For every line in the data below that contains "down", copy the line.

** Records to process follows **

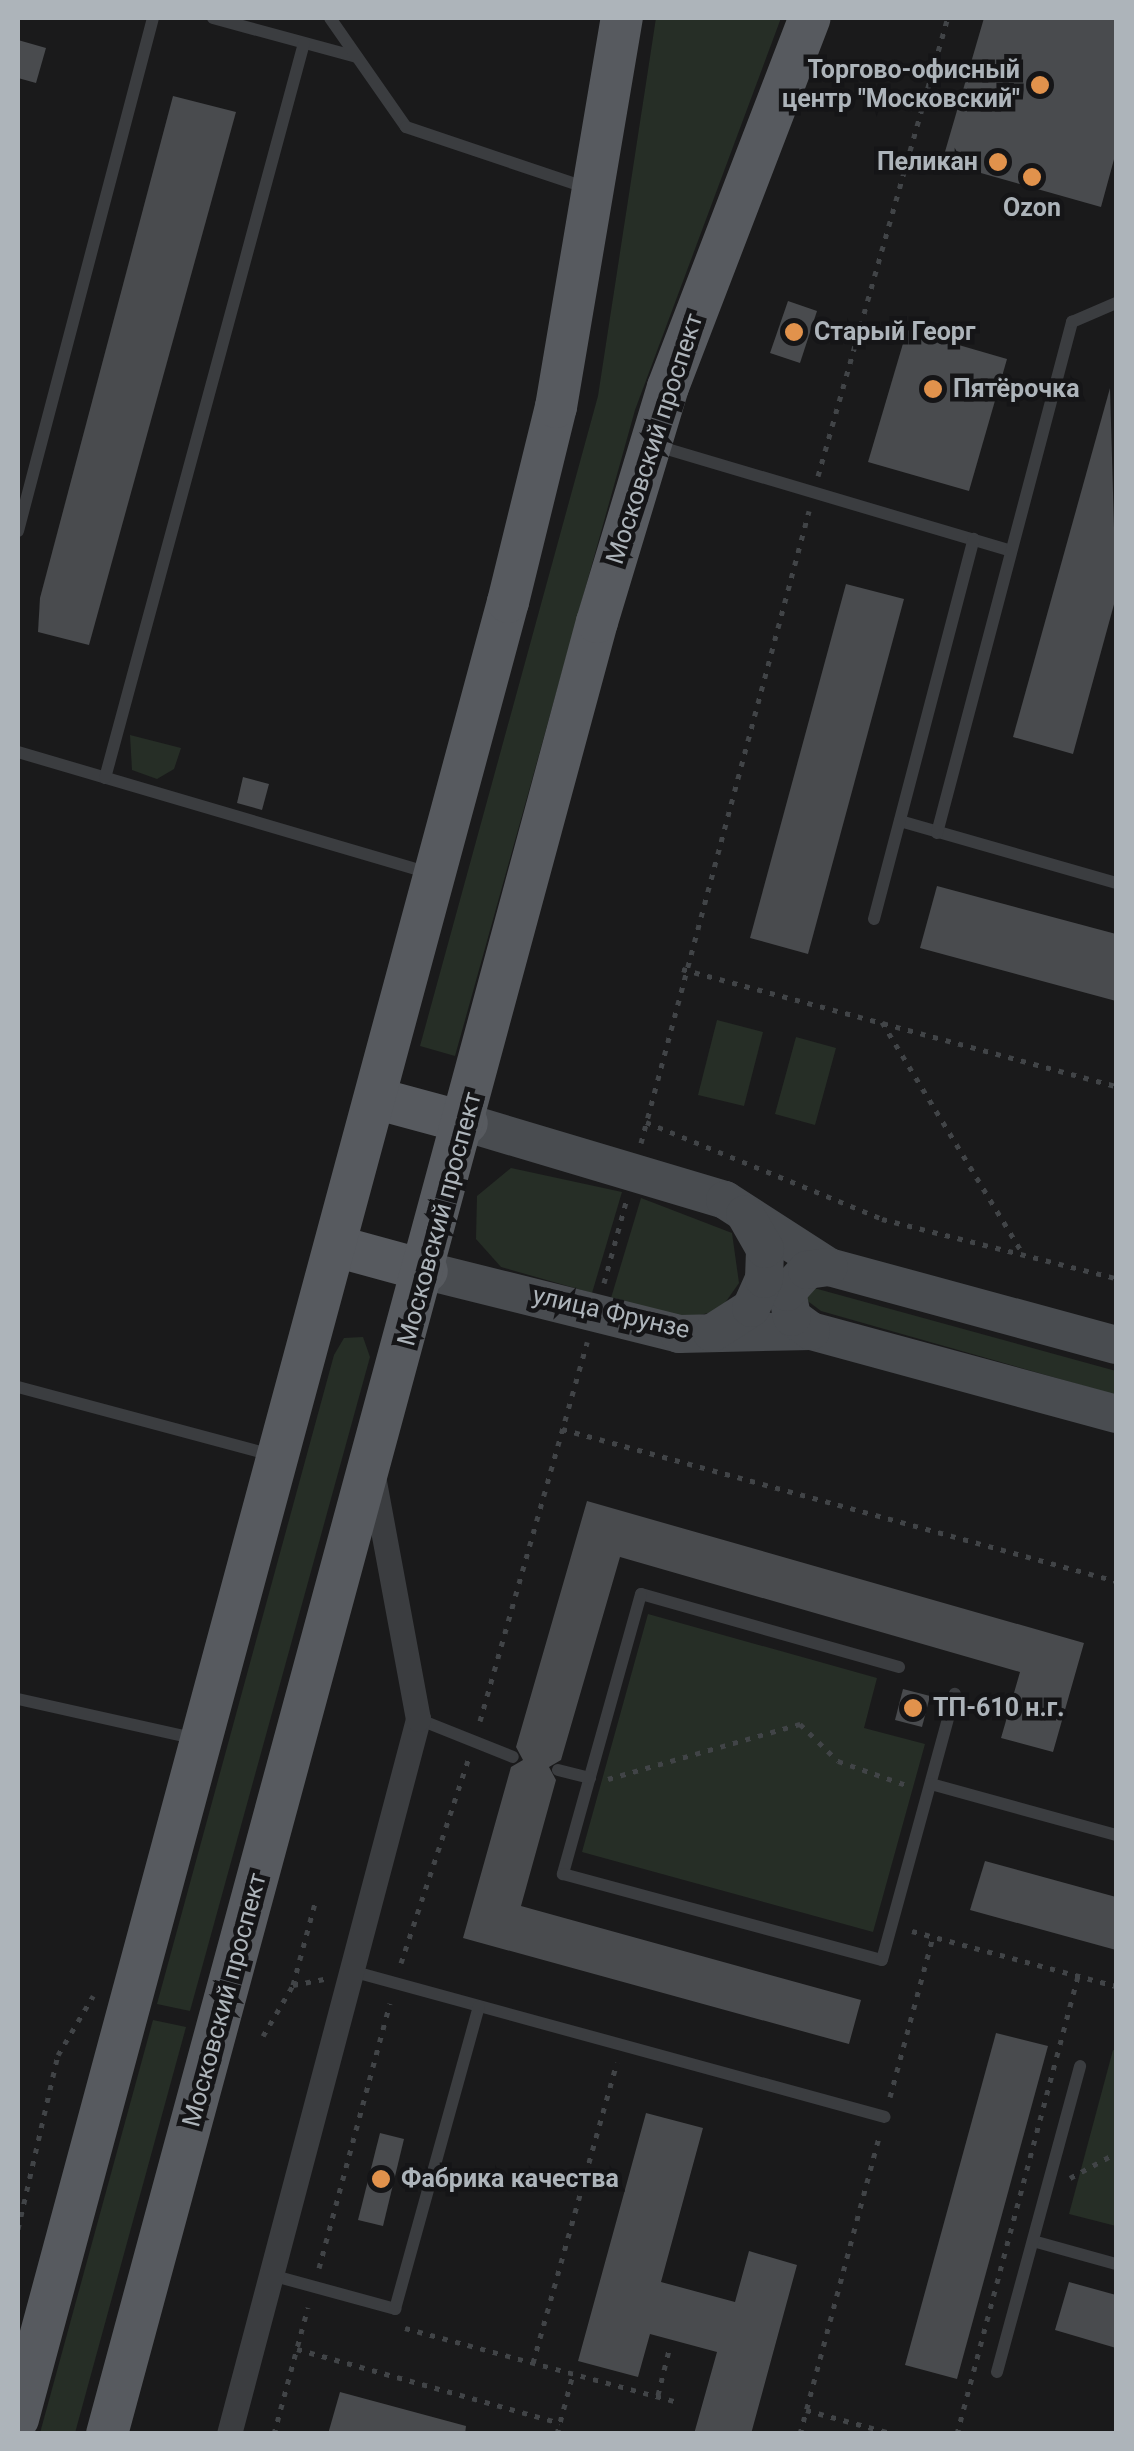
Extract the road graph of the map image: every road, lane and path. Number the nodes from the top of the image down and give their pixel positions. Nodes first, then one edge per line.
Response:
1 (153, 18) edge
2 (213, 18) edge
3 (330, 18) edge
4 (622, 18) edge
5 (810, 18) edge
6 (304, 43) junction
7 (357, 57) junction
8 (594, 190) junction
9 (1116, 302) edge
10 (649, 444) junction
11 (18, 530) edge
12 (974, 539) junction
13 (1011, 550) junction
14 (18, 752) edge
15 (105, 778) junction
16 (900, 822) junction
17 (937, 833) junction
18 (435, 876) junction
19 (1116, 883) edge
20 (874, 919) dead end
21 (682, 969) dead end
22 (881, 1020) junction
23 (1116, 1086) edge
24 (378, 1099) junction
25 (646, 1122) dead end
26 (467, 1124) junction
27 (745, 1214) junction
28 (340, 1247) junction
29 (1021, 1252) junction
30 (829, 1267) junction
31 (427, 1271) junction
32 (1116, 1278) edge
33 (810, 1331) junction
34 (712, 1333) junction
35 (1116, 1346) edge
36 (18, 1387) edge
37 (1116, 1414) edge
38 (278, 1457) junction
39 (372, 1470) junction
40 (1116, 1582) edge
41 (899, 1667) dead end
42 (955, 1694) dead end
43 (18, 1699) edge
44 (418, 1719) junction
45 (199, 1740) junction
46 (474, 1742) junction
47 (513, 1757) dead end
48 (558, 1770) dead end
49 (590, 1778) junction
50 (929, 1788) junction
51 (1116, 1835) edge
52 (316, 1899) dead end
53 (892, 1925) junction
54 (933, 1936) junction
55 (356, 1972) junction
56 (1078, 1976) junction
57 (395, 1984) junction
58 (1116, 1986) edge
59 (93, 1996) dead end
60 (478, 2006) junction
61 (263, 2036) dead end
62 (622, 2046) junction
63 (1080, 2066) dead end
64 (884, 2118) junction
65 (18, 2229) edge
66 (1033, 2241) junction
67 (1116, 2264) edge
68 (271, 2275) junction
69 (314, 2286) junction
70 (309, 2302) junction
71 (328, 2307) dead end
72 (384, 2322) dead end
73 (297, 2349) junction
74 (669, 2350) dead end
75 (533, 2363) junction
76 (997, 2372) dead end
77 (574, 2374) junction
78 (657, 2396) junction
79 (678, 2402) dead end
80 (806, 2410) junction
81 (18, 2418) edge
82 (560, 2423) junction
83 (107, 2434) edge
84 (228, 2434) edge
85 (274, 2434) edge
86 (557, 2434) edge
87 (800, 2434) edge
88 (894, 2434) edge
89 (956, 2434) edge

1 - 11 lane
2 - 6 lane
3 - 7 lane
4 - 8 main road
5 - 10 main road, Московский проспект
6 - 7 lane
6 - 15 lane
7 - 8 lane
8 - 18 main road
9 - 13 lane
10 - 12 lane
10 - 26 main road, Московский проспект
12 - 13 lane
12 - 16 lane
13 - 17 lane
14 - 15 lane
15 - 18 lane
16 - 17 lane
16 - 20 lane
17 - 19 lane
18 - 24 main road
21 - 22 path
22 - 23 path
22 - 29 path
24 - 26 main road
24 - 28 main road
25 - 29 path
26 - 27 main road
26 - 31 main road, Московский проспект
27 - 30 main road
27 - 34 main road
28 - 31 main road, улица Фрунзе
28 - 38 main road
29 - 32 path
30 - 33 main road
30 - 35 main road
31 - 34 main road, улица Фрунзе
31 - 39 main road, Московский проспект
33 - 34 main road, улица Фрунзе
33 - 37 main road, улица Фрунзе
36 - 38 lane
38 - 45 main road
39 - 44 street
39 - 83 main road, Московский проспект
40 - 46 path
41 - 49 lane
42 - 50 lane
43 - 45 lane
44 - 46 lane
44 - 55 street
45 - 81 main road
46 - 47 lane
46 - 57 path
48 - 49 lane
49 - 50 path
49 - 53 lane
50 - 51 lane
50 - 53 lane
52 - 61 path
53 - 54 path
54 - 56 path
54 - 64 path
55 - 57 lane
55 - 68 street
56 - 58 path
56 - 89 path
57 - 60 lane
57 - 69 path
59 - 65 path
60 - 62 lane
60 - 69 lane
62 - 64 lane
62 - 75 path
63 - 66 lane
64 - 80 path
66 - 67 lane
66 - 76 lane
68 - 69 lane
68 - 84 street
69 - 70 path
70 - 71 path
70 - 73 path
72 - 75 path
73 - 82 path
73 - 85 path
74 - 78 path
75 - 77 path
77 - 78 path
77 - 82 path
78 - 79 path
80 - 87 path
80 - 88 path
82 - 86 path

** End of Records to process **
** Records to process follows **

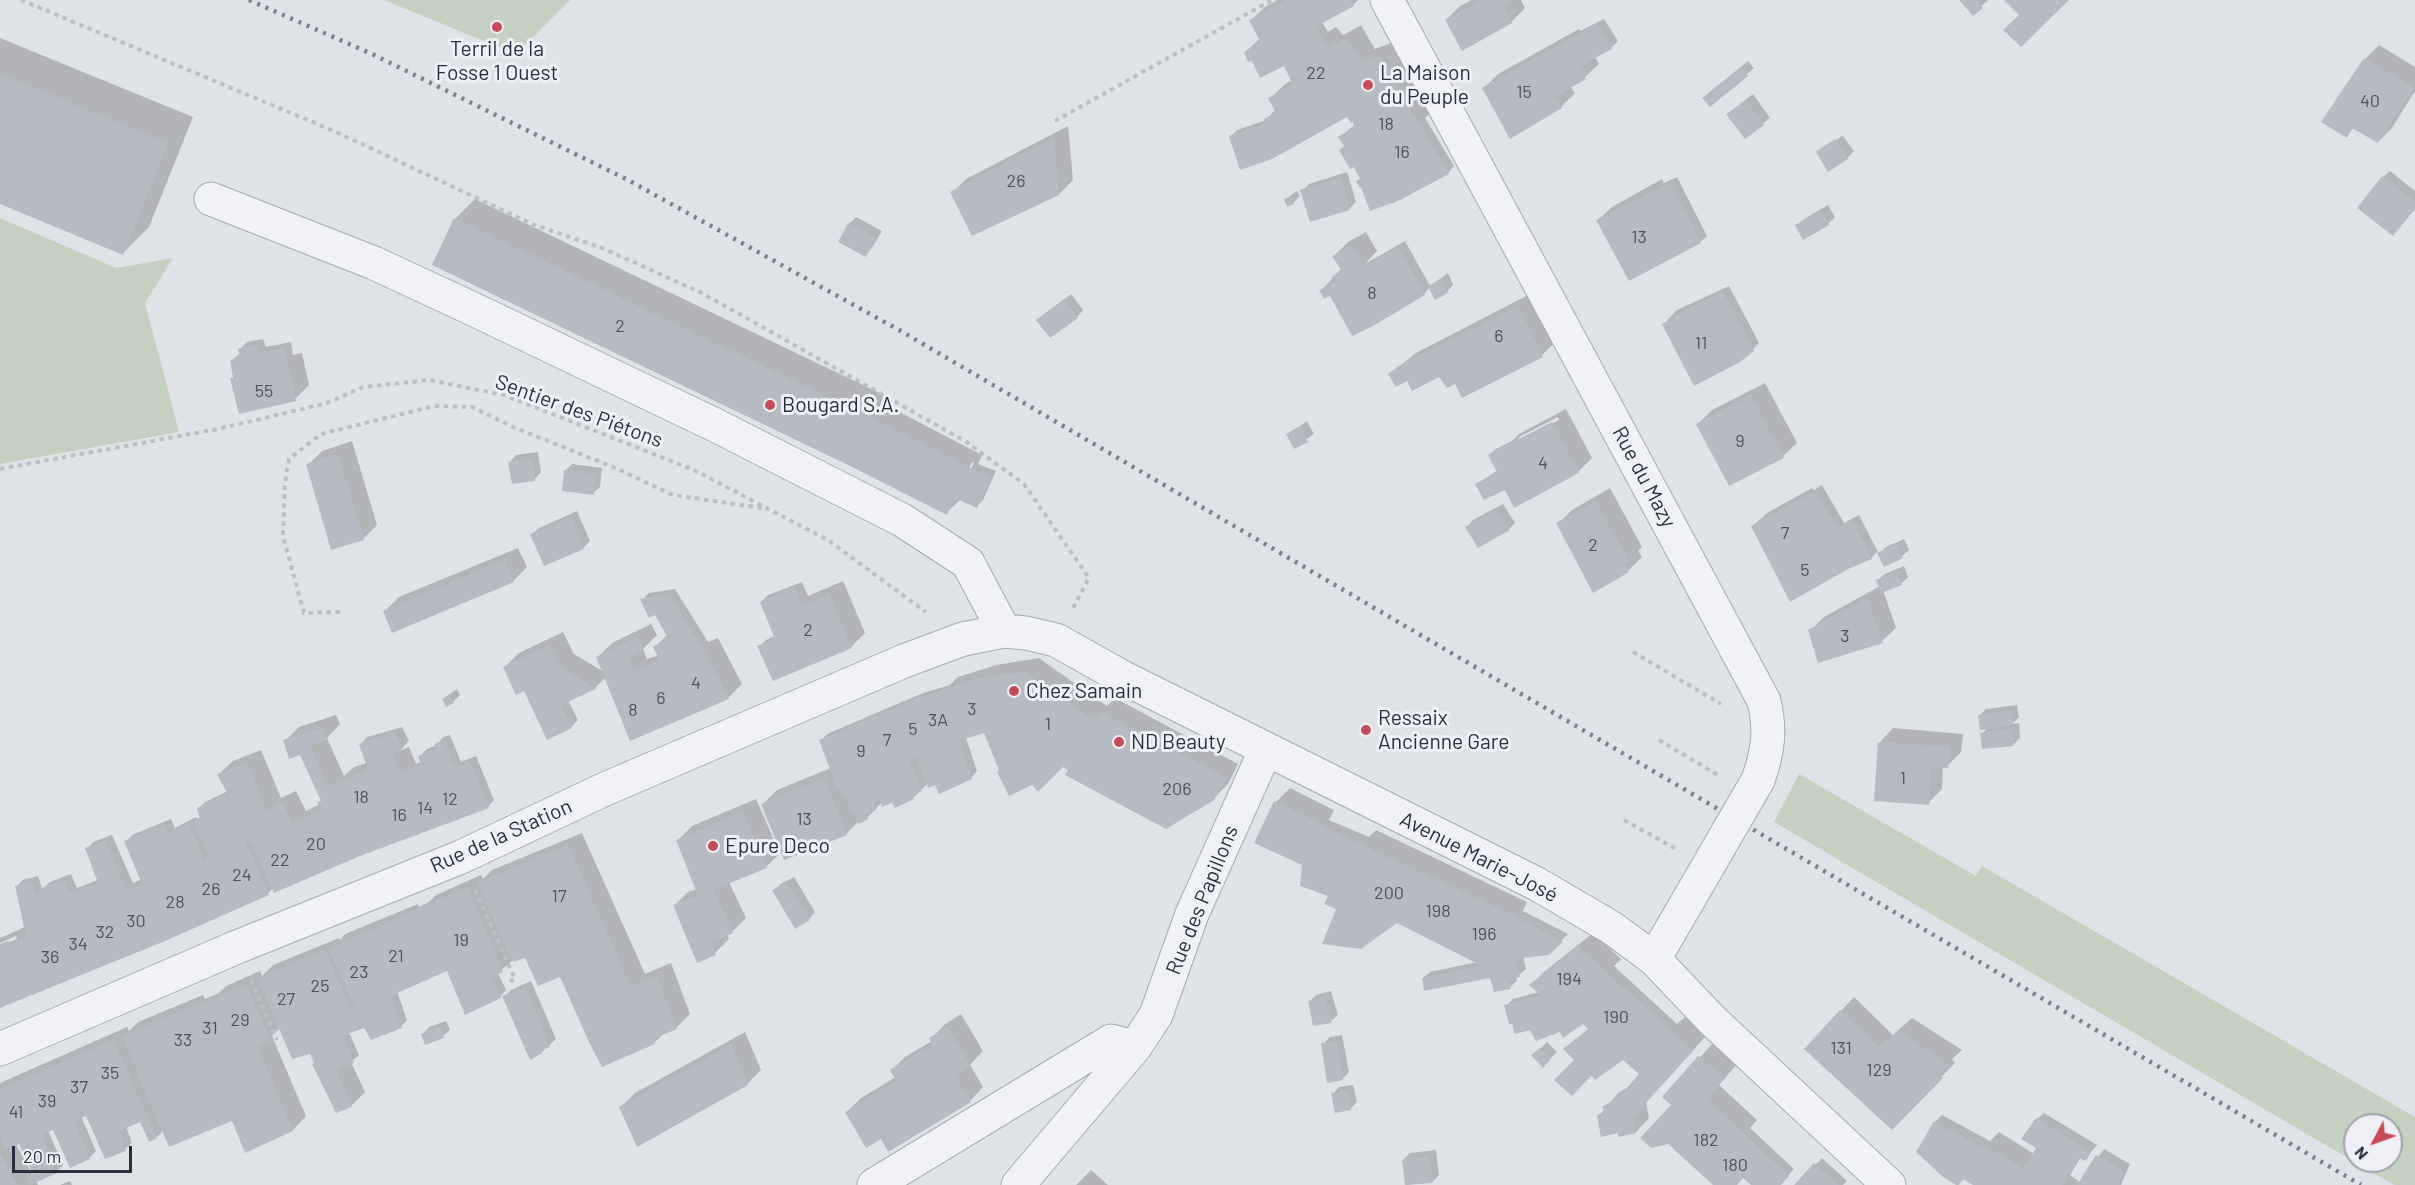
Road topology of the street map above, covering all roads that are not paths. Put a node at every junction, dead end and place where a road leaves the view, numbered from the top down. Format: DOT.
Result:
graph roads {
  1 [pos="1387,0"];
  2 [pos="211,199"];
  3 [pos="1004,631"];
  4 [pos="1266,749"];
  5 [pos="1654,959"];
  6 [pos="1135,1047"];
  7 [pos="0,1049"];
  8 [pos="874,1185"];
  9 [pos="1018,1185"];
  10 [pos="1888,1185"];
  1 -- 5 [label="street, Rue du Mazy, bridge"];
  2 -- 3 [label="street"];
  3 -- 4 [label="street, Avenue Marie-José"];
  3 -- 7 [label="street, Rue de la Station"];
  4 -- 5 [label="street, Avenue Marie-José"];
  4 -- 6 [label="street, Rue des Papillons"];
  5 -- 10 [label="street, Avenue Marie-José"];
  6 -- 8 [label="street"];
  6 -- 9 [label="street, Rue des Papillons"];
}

** End of Records to process **

Task solution.
Extract the road graph of the map image: every road, lane and path. Number the nodes from the top of the image down and give their pixel positions. Nodes first, then one edge per line.
Road topology of the street map above, covering all roads that are not paths. Put a node at every junction, dead end and place where a road leaves the view, numbered from the top down. Format: DOT.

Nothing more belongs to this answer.